Stored data entries
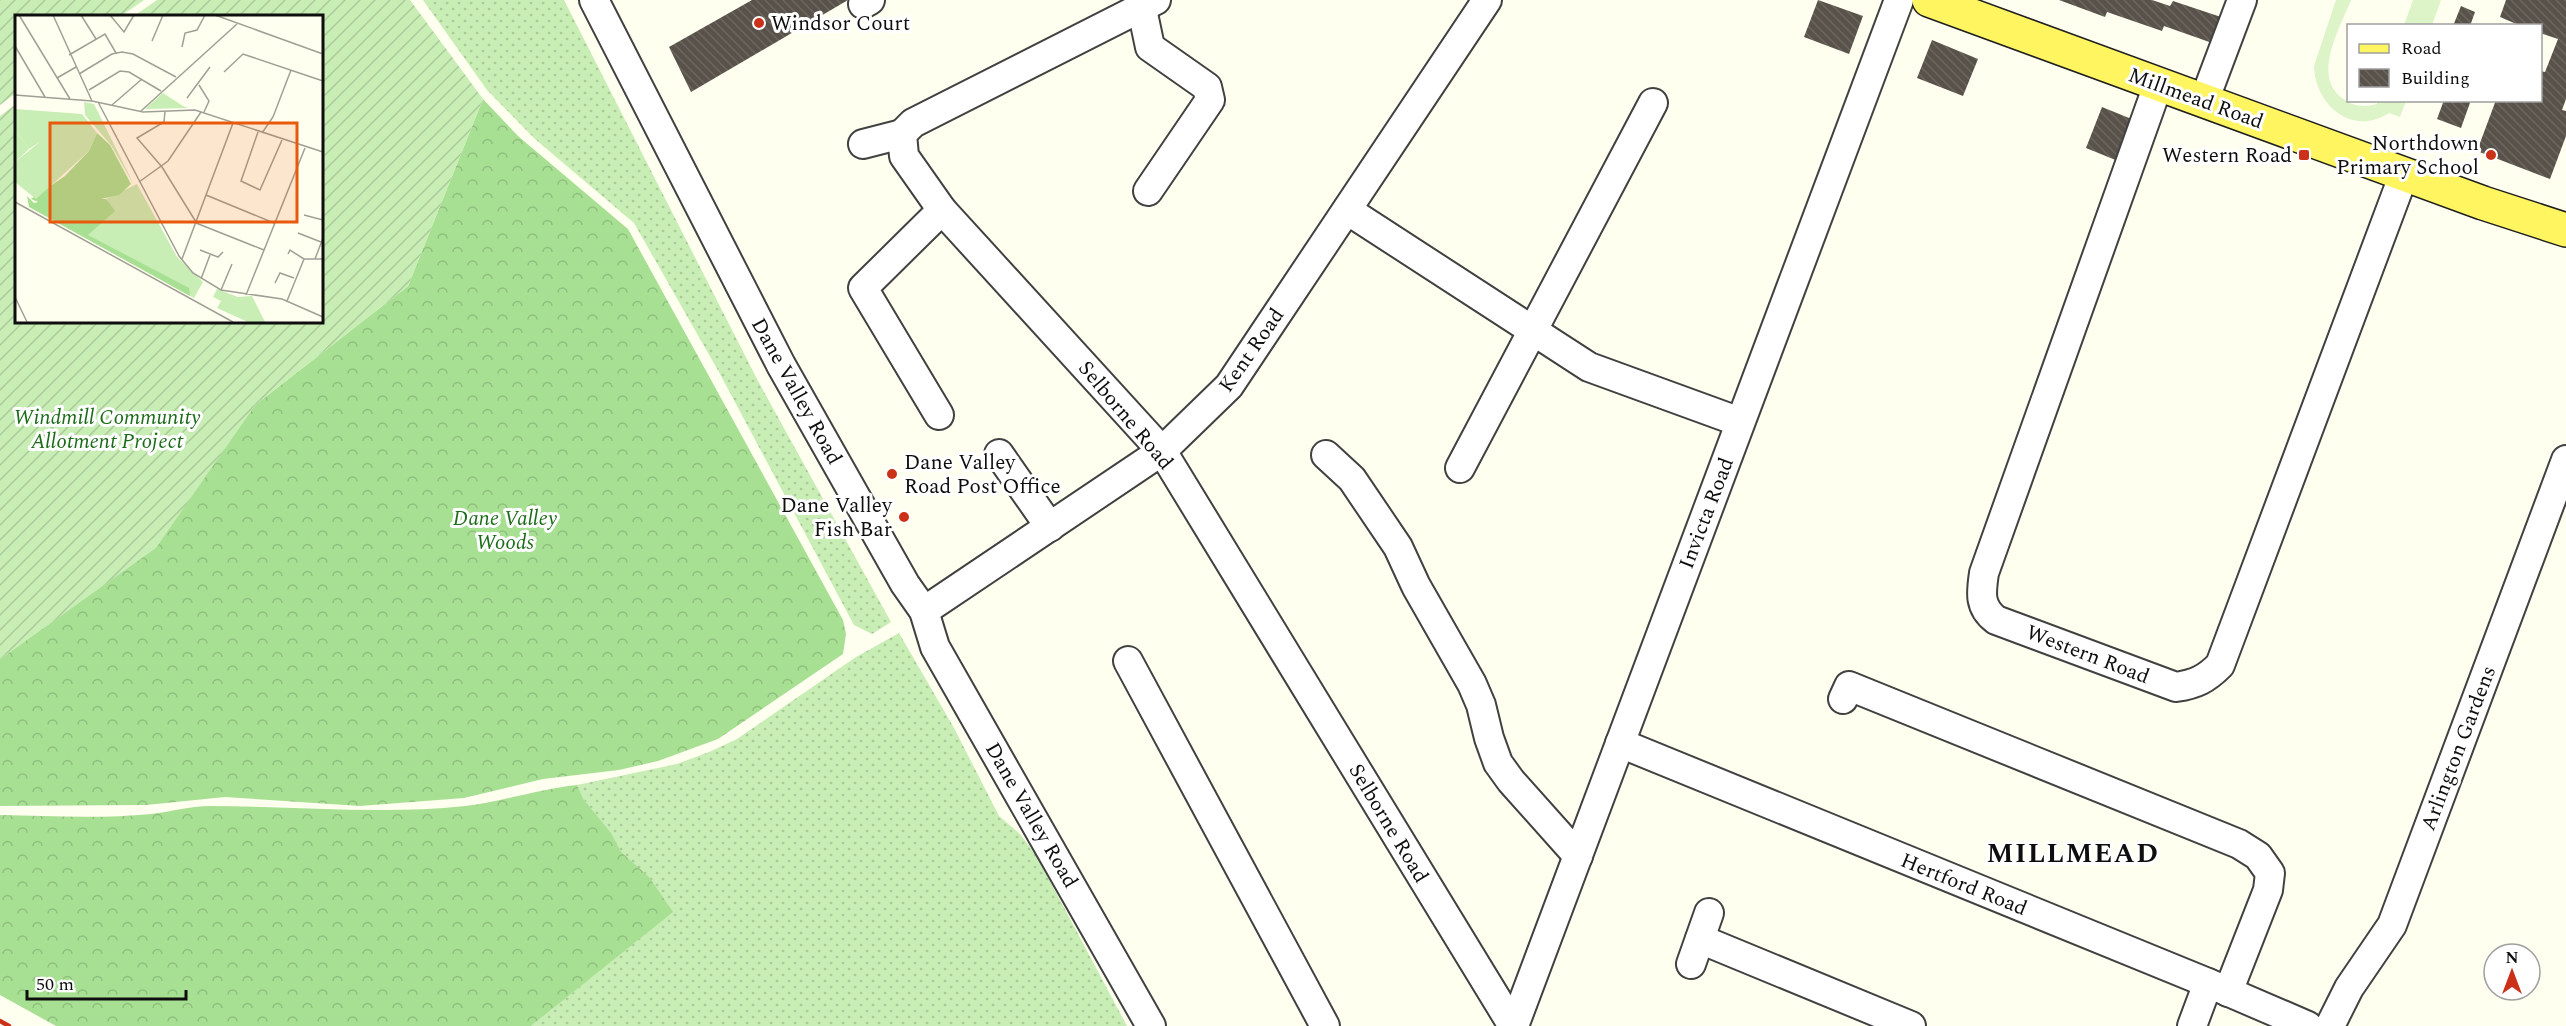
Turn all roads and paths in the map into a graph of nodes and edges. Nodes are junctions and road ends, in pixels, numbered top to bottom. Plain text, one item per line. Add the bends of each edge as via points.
1 (594, 0) edge
2 (1487, 0) edge
3 (1899, 0) edge
4 (1929, 0) edge
5 (2242, 0) edge
6 (1149, 4) edge
7 (2158, 84) junction
8 (2204, 100) junction
9 (1653, 103) dead end
10 (902, 134) junction
11 (863, 144) dead end
12 (2404, 174) junction
13 (1148, 191) dead end
14 (942, 210) junction
15 (1347, 210) junction
16 (2566, 230) edge
17 (1534, 331) junction
18 (939, 415) dead end
19 (1740, 422) junction
20 (1162, 451) junction
21 (999, 454) dead end
22 (1326, 455) dead end
23 (2566, 460) edge
24 (1461, 468) dead end
25 (1050, 527) junction
26 (924, 611) junction
27 (1128, 661) dead end
28 (1843, 699) dead end
29 (1620, 743) junction
30 (1578, 856) junction
31 (1709, 913) dead end
32 (2218, 987) junction
33 (1151, 1026) edge
34 (1325, 1026) edge
35 (1513, 1026) edge
36 (1911, 1026) edge
37 (2192, 1026) edge
38 (2308, 1026) edge
39 (2330, 1026) edge

1 - 26 street, Dane Valley Road via 781,365
2 - 15 street, Kent Road
3 - 19 street, Invicta Road
4 - 7 main road, Millmead Road
5 - 8 street
6 - 10 street via 913,123
6 - 13 street via 1150,46 1207,87 1210,100
7 - 8 main road, Millmead Road
7 - 12 street, Western Road via 1984,573 1981,603 1996,620 2176,687 2207,678 2220,664
8 - 12 main road, Millmead Road
9 - 17 street
10 - 11 street
10 - 14 street, Selborne Road via 904,156
12 - 16 main road, Millmead Road
14 - 18 street via 863,288
14 - 20 street, Selborne Road
15 - 17 street
15 - 20 street, Kent Road via 1229,386
17 - 19 street via 1589,367
17 - 24 street
19 - 29 street, Invicta Road
20 - 25 street, Kent Road
20 - 35 street, Selborne Road
21 - 25 street
22 - 30 street via 1352,479 1398,547 1472,684 1498,763
23 - 39 street, Arlington Gardens via 2392,925 2349,988
25 - 26 street, Kent Road
26 - 33 street, Dane Valley Road via 935,647
27 - 34 street
28 - 32 street via 1849,686 2239,844 2258,856 2270,873 2268,890
29 - 30 street, Invicta Road
29 - 32 street, Hertford Road
30 - 35 street, Invicta Road
31 - 36 street via 1695,952
32 - 37 street
32 - 38 street, Hertford Road

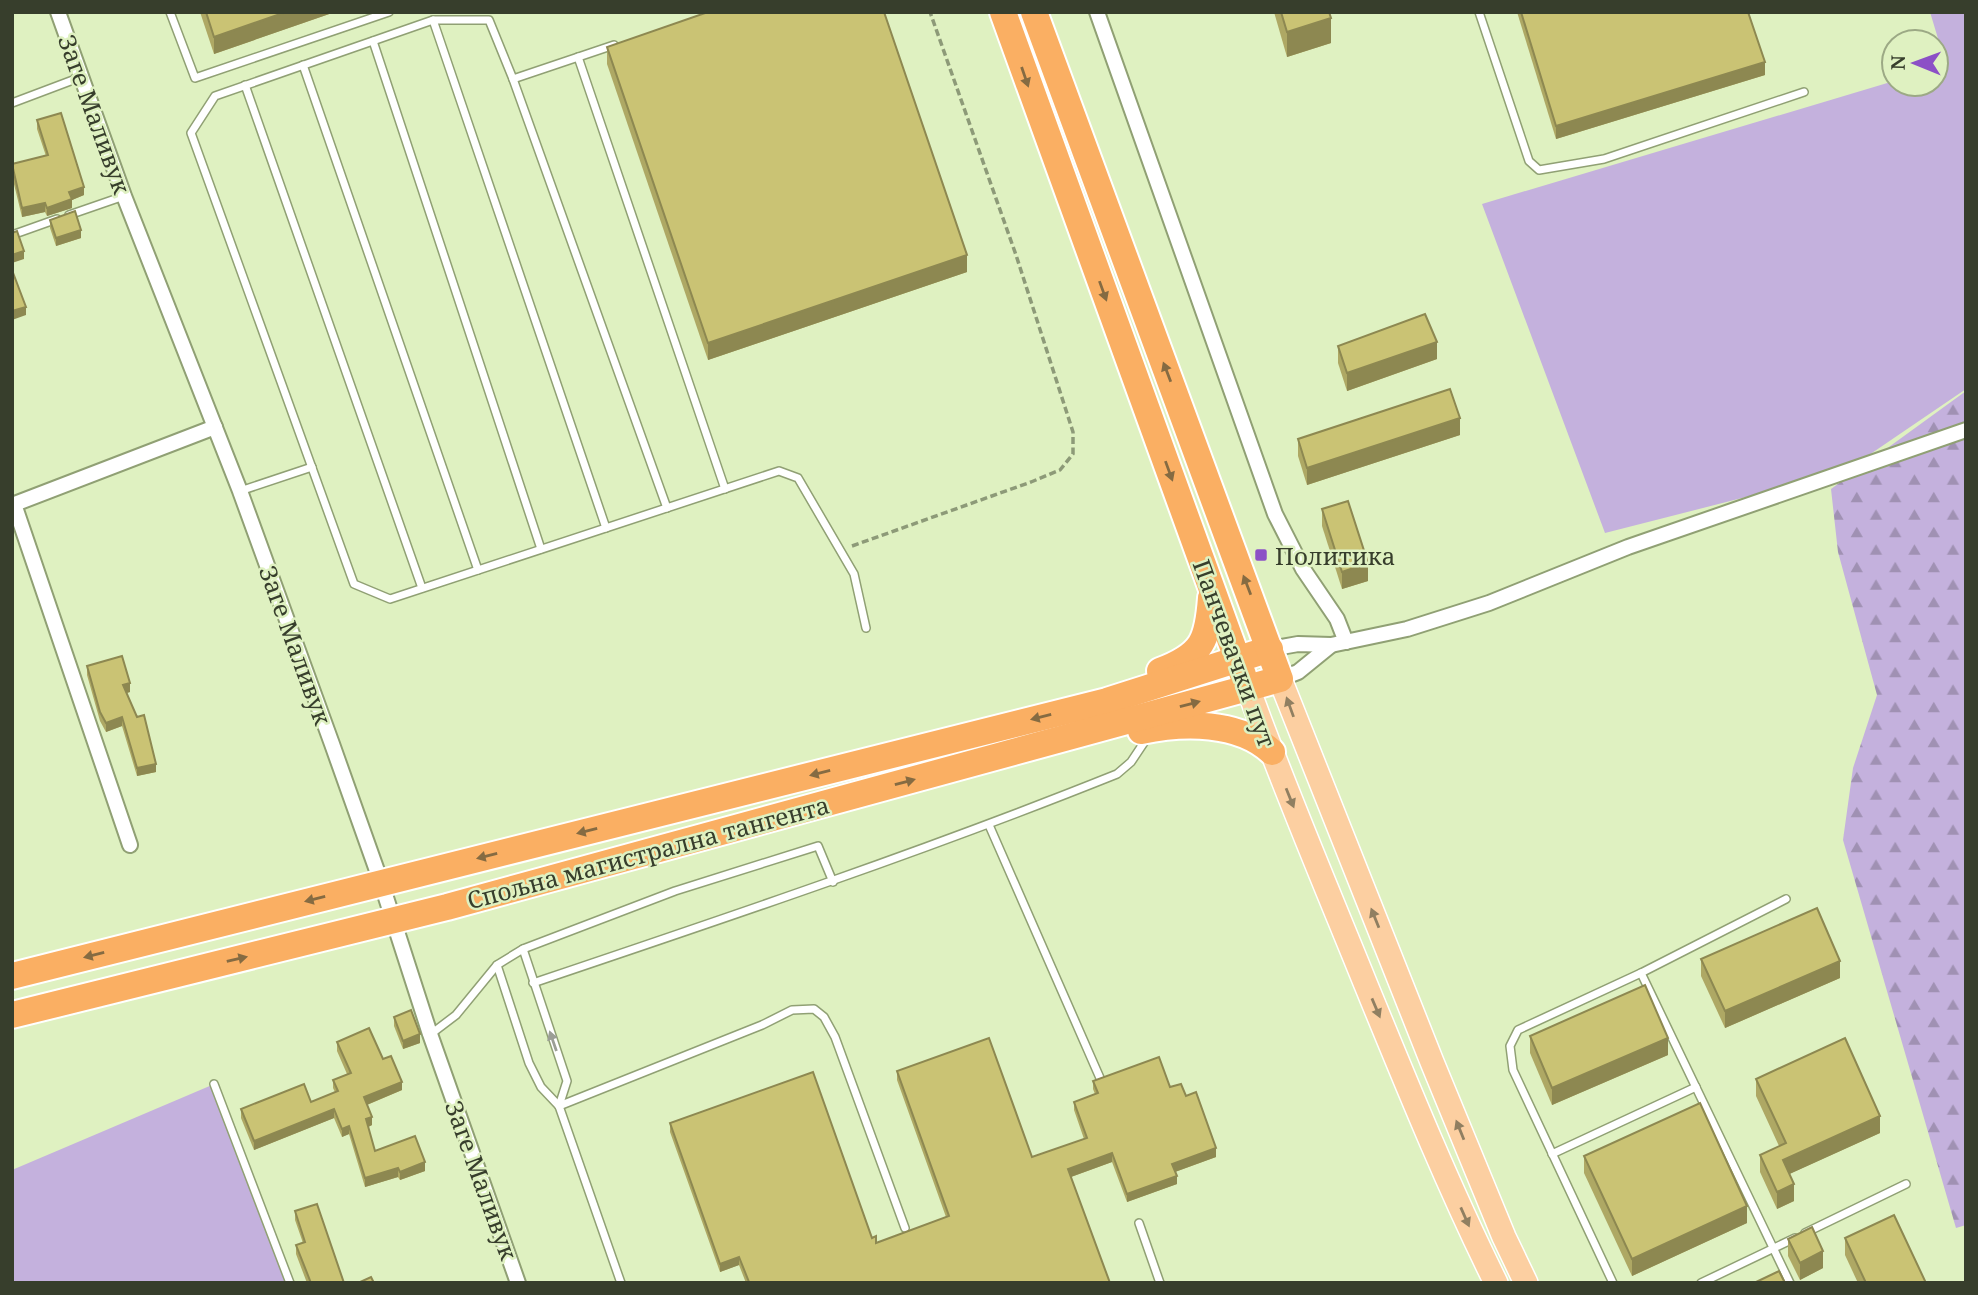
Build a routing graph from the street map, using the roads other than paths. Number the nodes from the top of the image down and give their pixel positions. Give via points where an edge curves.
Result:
1 (58, 12) edge
2 (170, 12) edge
3 (389, 12) edge
4 (1003, 12) edge
5 (1034, 12) edge
6 (1097, 12) edge
7 (1479, 12) edge
8 (433, 20) junction
9 (373, 41) junction
10 (627, 41) edge
11 (578, 57) junction
12 (303, 65) junction
13 (81, 77) junction
14 (513, 79) junction
15 (245, 85) junction
16 (1804, 92) dead end
17 (12, 103) edge
18 (124, 196) junction
19 (12, 235) edge
20 (215, 427) junction
21 (1966, 430) edge
22 (312, 467) junction
23 (725, 489) junction
24 (240, 491) junction
25 (13, 504) edge
26 (667, 508) junction
27 (606, 528) junction
28 (541, 549) junction
29 (478, 570) junction
30 (422, 588) junction
31 (1212, 589) junction
32 (866, 628) dead end
33 (1338, 644) junction
34 (1270, 649) junction
35 (1238, 659) junction
36 (1280, 679) junction
37 (1248, 688) junction
38 (1107, 701) junction
39 (1154, 729) junction
40 (1077, 735) junction
41 (1272, 752) junction
42 (989, 825) junction
43 (130, 845) dead end
44 (381, 882) junction
45 (833, 882) junction
46 (1786, 899) dead end
47 (394, 921) junction
48 (523, 950) junction
49 (497, 965) junction
50 (1640, 972) junction
51 (12, 976) edge
52 (533, 983) junction
53 (12, 1015) edge
54 (430, 1034) junction
55 (1100, 1078) edge
56 (214, 1084) dead end
57 (1696, 1087) junction
58 (559, 1106) junction
59 (1552, 1154) junction
60 (1906, 1184) dead end
61 (1139, 1223) dead end
62 (905, 1228) dead end
63 (1773, 1248) junction
64 (290, 1283) edge
65 (518, 1283) edge
66 (621, 1283) edge
67 (1160, 1283) edge
68 (1496, 1283) edge
69 (1526, 1283) edge
70 (1612, 1283) edge
71 (1701, 1283) edge
72 (1790, 1283) edge

1 - 13 street, Заге Маливук
2 - 3 lane via 195,78
4 -> 31 highway, Панчевачки пут
34 -> 5 highway, Панчевачки пут
6 - 33 street via 1275,514 1303,569 1337,619
7 - 16 lane via 1529,162 1539,170 1604,159
8 - 9 lane
8 - 14 lane via 489,20
8 - 27 lane
9 - 12 lane
9 - 28 lane
10 - 11 lane
11 - 14 lane
11 - 23 lane
12 - 15 lane
12 - 29 lane
13 - 17 lane
13 - 18 street, Заге Маливук
14 - 26 lane
15 - 22 lane via 215,96 191,133
15 - 30 lane
18 - 19 lane
18 - 20 street, Заге Маливук
20 - 24 street, Заге Маливук
20 - 25 street
21 - 33 street via 1628,547 1489,603 1407,629
22 - 24 lane
22 - 30 lane via 354,584 390,599
23 - 26 lane
23 - 32 lane via 779,471 798,478 854,574
24 - 44 street, Заге Маливук
25 - 43 street
26 - 27 lane
27 - 28 lane
28 - 29 lane
29 - 30 lane
31 - 35 highway, Панчевачки пут
31 - 38 highway via 1209,629 1194,652 1146,675
33 - 34 street via 1298,643
33 - 36 street
34 - 35 highway, Спољна магистрална тангента
34 - 36 highway, Панчевачки пут
35 - 37 highway, Панчевачки пут
35 - 38 highway, Спољна магистрална тангента
36 - 37 highway, Спољна магистрална тангента
69 -> 36 main road, Панчевачки пут via 1451,1109
40 -> 37 highway, Спољна магистрална тангента
37 - 41 main road, Панчевачки пут
38 -> 44 highway, Спољна магистрална тангента
39 - 40 highway via 1104,737
39 - 41 highway via 1227,730 1252,737
39 - 42 lane via 1118,774
47 -> 40 highway, Спољна магистрална тангента
41 -> 68 main road, Панчевачки пут via 1443,1170
42 - 45 lane
42 - 55 lane
44 - 47 street, Заге Маливук
44 -> 51 highway, Спољна магистрална тангента
45 - 48 lane via 818,846 675,891
45 - 52 lane
46 - 50 lane
53 -> 47 highway, Спољна магистрална тангента
47 - 54 street, Заге Маливук
48 - 49 lane
48 - 52 lane
49 - 54 lane via 456,1015
49 - 58 lane via 529,1063 541,1087
50 - 57 lane
50 - 59 lane via 1518,1030 1510,1046 1513,1070
58 -> 52 lane via 567,1081
54 - 65 street, Заге Маливук
56 - 64 lane
57 - 59 lane
57 - 63 lane
58 - 62 lane via 792,1010 814,1009 835,1037
58 - 66 lane
59 - 70 lane
60 - 63 lane
61 - 67 lane
63 - 71 lane
63 - 72 lane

== Task objective ==
Work through the records above. Copy every line with the string "магистрална".

== Answer section ==
34 - 35 highway, Спољна магистрална тангента
35 - 38 highway, Спољна магистрална тангента
36 - 37 highway, Спољна магистрална тангента
40 -> 37 highway, Спољна магистрална тангента
38 -> 44 highway, Спољна магистрална тангента
47 -> 40 highway, Спољна магистрална тангента
44 -> 51 highway, Спољна магистрална тангента
53 -> 47 highway, Спољна магистрална тангента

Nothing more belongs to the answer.